DSPF_sp_ifftSPxSP (NN, y ,w , x , brev ,2,0 ,NN);


Using the profiling function of CCS (enabling in "range types" only the
DSPF_sp_fftSPxSP function), for the 8192 point complex FFT  I get the
results:

cycle.cpu=164.004
cycle.total=867.020

Using the multipass implementation I get an unexpected light worsening!
:-(

For the 2048 FFT the results are:

cycle.cpu=34.959
cycle.total=78.563   (0.523 msec assuming a clock of 150MHz)

with a 4-pass implementation:

cycle.cpu=35.531    (it increase little)
cycle.total=67.129 (this time there is an improvement of cycle total
using the multipass)

My questions are:

1) for having an idea of the necessary time to compute FFT it is right
to  multiply the cycle.total result for the time of clock of the
simulated device?

3)The best value from which deducing the speed is the cycle.total,is
that right? Cycle.cpu does not hold account of the stalls ecc, right?

The obtained values, for example 0.513 msec for a 2048 complex fft,
are reasonable considering the simulated device? (TMS320c6711)

Thank you very very much!!!

>My questions are: > >1) for having an idea of the necessary time to compute FFT it is right >to multiply the cycle.total result for the time of clock of the >simulated device? > >3)The best value from which deducing the speed is the cycle.total,is >that right? Cycle.cpu does not hold account of the stalls ecc, right? > >The obtained values, for example 0.513 msec for a 2048 complex fft, >are reasonable considering the simulated device? (TMS320c6711) > >Thank you very very much!!! >
Few suggestions: 1) swith cache on!

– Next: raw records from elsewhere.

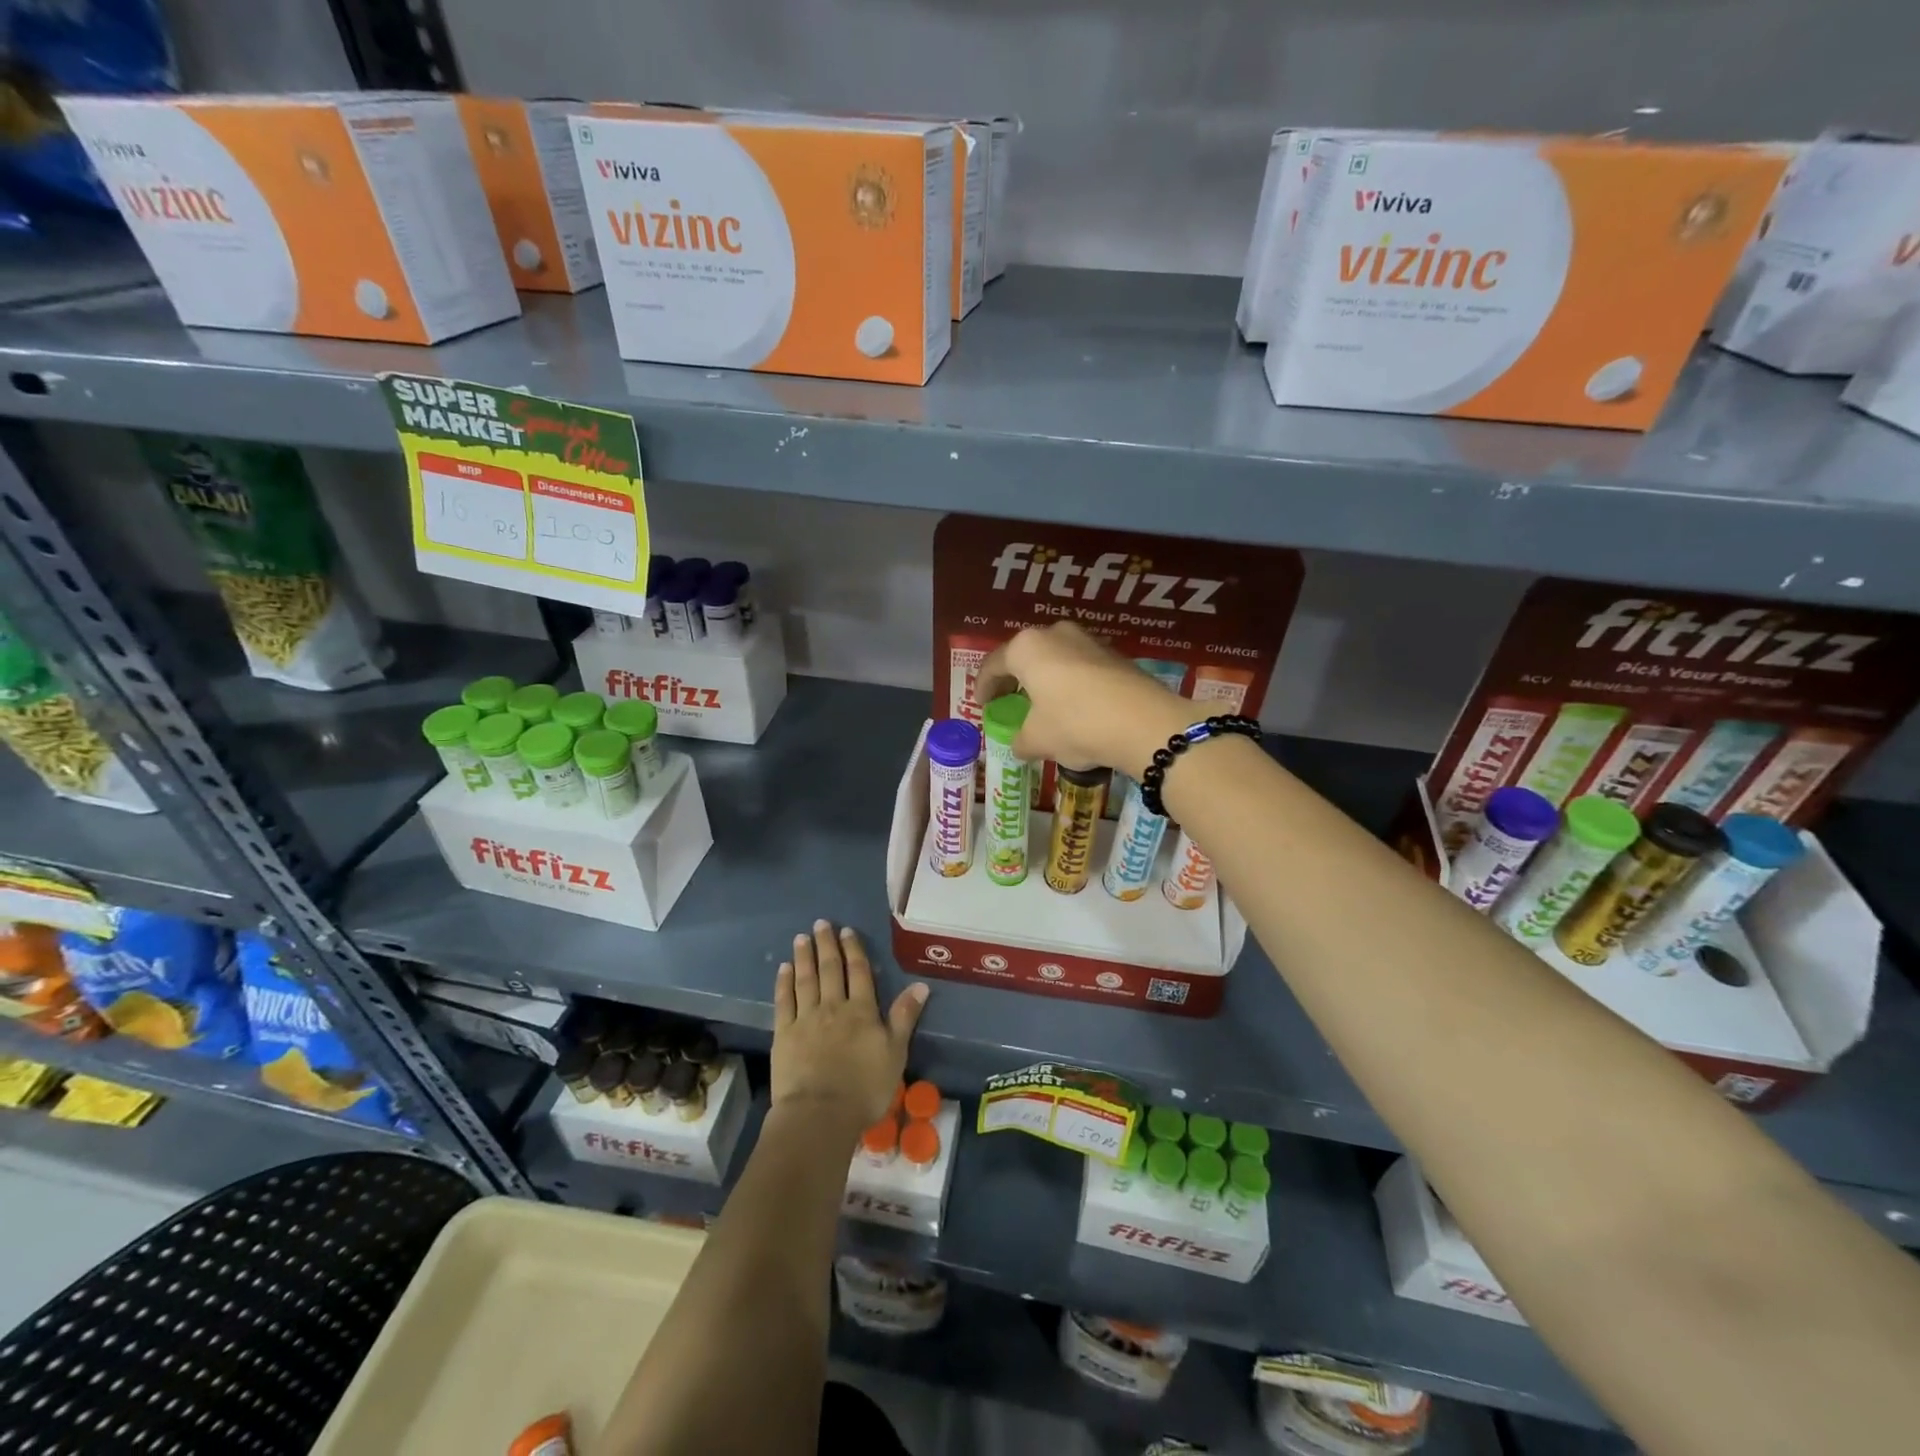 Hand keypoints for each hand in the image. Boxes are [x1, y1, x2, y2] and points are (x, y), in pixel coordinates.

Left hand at [773, 920, 927, 1138]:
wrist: (820, 1114)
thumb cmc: (864, 1087)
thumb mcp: (895, 1053)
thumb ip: (905, 1016)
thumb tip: (921, 984)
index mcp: (861, 1010)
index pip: (858, 972)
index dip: (853, 950)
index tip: (847, 931)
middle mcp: (833, 1006)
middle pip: (830, 969)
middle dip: (826, 945)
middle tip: (820, 924)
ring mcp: (806, 1019)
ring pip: (805, 980)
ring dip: (804, 957)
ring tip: (800, 938)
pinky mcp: (784, 1034)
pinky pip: (784, 1001)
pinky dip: (784, 983)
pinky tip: (784, 969)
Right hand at [975, 622, 1192, 776]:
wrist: (1144, 723)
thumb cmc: (1076, 724)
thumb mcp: (1038, 739)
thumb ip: (1021, 740)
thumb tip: (1019, 745)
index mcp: (1027, 648)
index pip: (993, 665)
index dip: (984, 687)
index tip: (983, 705)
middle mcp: (1055, 634)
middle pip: (1026, 656)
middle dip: (1016, 679)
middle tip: (1010, 701)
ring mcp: (1088, 640)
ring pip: (1056, 659)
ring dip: (1045, 680)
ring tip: (1043, 705)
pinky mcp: (1115, 654)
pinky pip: (1081, 667)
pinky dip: (1070, 684)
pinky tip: (1074, 707) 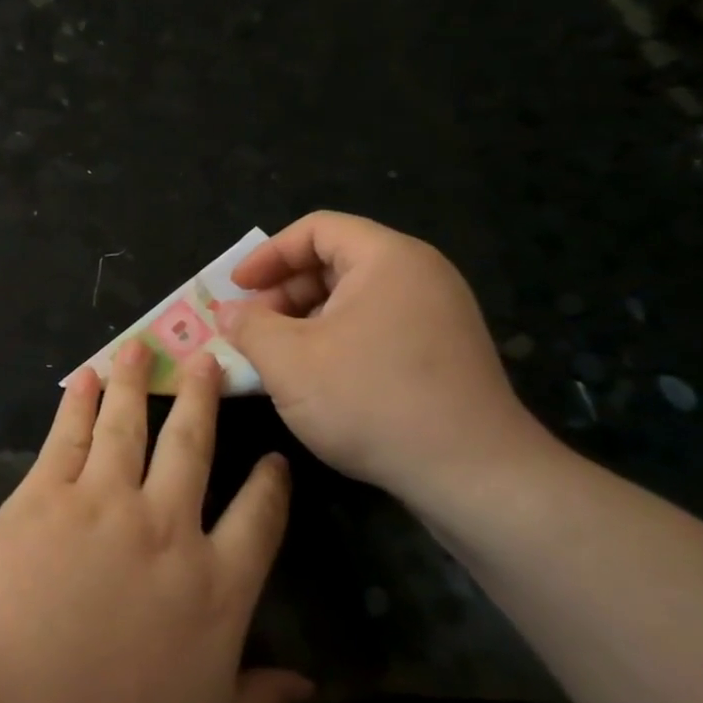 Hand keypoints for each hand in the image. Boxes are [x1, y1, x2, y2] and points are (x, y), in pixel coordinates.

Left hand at [0, 341, 311, 702]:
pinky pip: (69, 436)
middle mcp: (167, 530)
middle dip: (205, 401)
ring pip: (130, 426)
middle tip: (210, 362)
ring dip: (139, 383)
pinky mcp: (44, 495)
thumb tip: (308, 683)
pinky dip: (79, 402)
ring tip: (143, 346)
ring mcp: (102, 504)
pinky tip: (85, 377)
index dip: (271, 485)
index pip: (258, 522)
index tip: (275, 458)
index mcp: (214, 592)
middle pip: (194, 449)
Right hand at [222, 212, 554, 504]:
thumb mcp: (288, 361)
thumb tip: (229, 314)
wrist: (473, 473)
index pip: (317, 229)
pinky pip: (377, 326)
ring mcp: (438, 314)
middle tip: (251, 327)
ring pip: (354, 298)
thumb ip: (249, 327)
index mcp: (387, 259)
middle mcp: (420, 275)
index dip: (267, 254)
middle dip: (283, 291)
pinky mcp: (444, 352)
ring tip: (276, 356)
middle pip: (336, 260)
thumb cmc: (371, 400)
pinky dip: (337, 339)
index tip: (236, 288)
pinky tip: (316, 378)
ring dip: (306, 319) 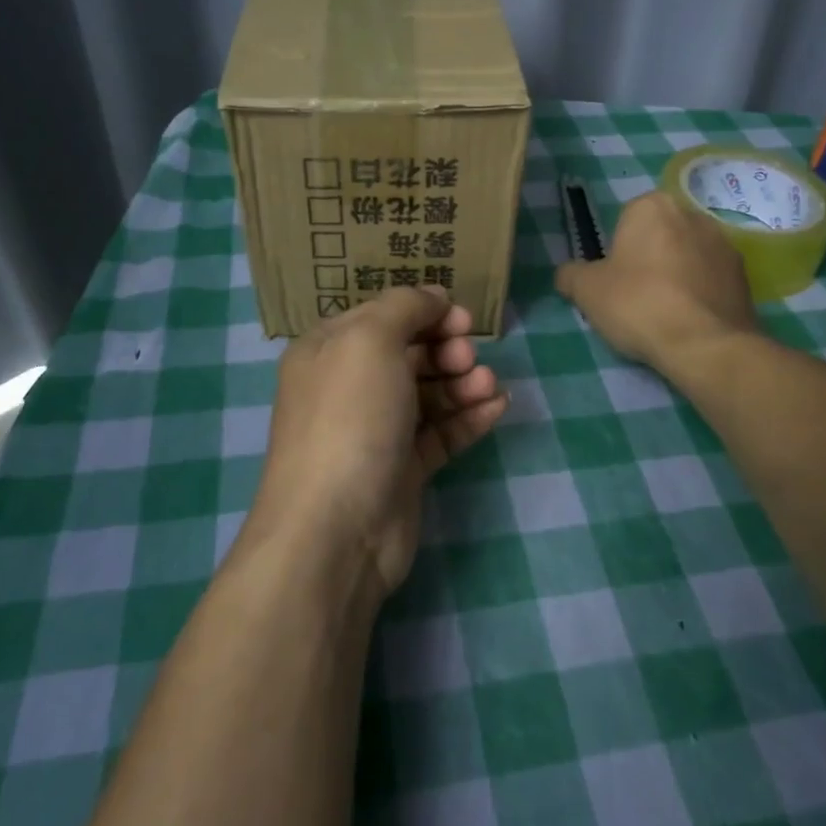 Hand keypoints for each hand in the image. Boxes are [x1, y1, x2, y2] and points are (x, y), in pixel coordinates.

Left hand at [248, 287, 506, 597]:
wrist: (336, 529)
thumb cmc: (349, 418)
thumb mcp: (370, 340)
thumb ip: (405, 306)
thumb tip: (433, 296)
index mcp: (329, 350)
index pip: (381, 316)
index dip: (423, 311)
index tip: (460, 317)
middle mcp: (349, 386)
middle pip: (408, 353)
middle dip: (445, 348)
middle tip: (467, 357)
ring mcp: (376, 430)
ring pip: (428, 393)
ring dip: (461, 383)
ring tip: (487, 386)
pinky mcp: (402, 469)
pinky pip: (440, 432)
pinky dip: (468, 417)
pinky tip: (497, 407)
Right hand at [555, 191, 755, 372]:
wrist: (704, 343)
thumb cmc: (637, 304)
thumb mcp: (586, 291)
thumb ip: (571, 275)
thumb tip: (567, 274)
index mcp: (652, 206)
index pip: (625, 221)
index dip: (616, 251)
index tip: (613, 281)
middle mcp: (692, 214)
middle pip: (659, 235)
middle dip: (648, 259)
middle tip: (635, 297)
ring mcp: (724, 244)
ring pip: (686, 256)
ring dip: (676, 275)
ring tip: (664, 313)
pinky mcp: (745, 275)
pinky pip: (710, 279)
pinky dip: (699, 293)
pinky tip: (688, 321)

I'am not sure what 6711 has L2 cache, but probably it has. Caching will really speed-up your system. 10 times or more, actually on my image-processing applications. 2) do not measure filling of input array with data. get CPU counts (A) just before you run FFT, then just after (B) - with using of clock() function. Clock function is configurable in simulator software - Main menu->Profile->Clock (it's correct at least for CCS 3.0 and above) 3) Cycle.cpu doesn't hold stalls, cycles.total does. Just divide (B-A) on CPU frequency and get time in seconds.